Your objective - Go through the entries, filter for the word "Hoyt", and copy every line that has it.
++++ Records shown
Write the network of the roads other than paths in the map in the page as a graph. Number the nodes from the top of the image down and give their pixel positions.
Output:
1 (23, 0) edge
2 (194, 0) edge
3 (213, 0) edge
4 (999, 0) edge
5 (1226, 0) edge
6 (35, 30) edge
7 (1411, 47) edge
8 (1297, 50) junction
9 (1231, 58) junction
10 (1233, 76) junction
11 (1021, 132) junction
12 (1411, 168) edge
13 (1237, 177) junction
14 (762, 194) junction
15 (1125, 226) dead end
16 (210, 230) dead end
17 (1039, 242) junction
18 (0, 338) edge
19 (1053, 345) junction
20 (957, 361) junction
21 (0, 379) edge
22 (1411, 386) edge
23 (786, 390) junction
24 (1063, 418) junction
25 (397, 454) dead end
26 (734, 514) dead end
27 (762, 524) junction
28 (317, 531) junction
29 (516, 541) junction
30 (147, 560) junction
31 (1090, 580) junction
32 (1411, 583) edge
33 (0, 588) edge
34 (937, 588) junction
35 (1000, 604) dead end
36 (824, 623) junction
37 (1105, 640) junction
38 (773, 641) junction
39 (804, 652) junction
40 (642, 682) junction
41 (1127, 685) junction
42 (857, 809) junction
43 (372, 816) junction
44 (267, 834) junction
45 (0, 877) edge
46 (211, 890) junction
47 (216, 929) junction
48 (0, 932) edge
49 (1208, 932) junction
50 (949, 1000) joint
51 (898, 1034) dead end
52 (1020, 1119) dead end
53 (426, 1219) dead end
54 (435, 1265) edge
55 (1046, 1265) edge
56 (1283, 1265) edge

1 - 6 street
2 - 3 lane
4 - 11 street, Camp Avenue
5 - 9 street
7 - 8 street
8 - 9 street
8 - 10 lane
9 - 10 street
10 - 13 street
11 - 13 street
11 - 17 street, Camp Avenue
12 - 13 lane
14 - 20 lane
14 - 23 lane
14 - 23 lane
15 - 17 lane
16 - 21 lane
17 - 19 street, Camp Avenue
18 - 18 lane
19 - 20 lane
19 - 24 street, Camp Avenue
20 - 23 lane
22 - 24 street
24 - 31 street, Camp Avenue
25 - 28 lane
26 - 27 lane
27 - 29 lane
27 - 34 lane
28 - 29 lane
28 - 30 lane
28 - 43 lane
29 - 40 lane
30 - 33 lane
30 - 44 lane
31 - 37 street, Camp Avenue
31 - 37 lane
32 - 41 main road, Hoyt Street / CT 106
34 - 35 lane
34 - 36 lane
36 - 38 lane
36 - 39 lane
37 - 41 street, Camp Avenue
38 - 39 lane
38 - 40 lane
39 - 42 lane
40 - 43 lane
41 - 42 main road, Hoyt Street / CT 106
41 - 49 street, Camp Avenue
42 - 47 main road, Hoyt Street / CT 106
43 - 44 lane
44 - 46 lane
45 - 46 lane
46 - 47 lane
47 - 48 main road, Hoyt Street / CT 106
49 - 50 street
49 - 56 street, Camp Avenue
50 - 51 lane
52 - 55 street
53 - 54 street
++++++++
Written reply -
32 - 41 main road, Hoyt Street / CT 106
41 - 42 main road, Hoyt Street / CT 106
42 - 47 main road, Hoyt Street / CT 106
47 - 48 main road, Hoyt Street / CT 106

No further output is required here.